Criteria for considering gastric bypass:
1. Body mass index (BMI) greater than 40 or greater than 35 with comorbidities:
Gastric bypass is generally recommended for people with severe obesity who have not managed to lose weight significantly with conventional methods.
2. Failure of conventional methods of weight loss:
People who have tried unsuccessfully diets, exercise and other methods of weight loss for an extended period of time may consider gastric bypass as an option.

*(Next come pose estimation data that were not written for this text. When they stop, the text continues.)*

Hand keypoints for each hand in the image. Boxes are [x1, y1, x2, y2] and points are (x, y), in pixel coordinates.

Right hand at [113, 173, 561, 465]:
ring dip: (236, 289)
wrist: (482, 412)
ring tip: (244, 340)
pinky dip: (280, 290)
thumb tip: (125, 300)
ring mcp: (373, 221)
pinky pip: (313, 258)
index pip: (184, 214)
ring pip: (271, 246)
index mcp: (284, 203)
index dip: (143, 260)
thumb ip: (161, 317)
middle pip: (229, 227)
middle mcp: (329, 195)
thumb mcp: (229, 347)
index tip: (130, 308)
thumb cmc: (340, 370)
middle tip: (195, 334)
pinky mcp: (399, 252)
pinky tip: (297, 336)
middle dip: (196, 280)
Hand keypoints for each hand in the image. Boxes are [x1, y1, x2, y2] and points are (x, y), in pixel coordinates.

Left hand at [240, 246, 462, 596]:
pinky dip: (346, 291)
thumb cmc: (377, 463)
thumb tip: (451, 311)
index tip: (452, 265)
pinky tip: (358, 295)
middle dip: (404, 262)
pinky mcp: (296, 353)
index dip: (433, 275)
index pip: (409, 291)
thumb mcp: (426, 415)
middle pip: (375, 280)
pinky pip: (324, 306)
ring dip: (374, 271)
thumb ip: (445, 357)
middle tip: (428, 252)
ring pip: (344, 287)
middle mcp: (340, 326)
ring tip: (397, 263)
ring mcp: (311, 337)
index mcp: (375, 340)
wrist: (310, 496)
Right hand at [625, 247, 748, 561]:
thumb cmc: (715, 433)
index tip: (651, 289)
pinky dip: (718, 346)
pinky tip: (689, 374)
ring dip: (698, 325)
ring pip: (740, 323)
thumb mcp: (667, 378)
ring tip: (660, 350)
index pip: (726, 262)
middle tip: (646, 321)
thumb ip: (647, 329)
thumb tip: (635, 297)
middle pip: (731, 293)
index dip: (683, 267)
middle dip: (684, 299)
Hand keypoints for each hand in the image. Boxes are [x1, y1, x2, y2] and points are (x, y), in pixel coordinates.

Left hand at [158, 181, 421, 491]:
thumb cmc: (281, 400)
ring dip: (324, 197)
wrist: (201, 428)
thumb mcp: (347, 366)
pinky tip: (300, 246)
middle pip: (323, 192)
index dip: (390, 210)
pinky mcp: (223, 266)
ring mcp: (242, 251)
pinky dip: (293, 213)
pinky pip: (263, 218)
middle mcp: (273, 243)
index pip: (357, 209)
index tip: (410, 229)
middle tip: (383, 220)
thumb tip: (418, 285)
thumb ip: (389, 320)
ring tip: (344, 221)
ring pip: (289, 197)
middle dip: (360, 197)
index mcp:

3. Long-term commitment to healthy living:
The long-term success of gastric bypass depends on the patient’s commitment to a healthy lifestyle, including a balanced diet and regular physical activity.
4. Contraindications and absence of medical contraindications:
Documented studies have shown that alcohol dependent patients can more easily develop chronic alcoholism after this surgery. Psychiatric doctors contraindicate the practice of bypass in patients with an exaggerated tendency to consume alcohol.
Some medical conditions may contraindicate gastric bypass, such as bleeding disorders, severe cardiovascular disease or uncontrolled psychiatric disorders. A full medical assessment is required to determine patient eligibility.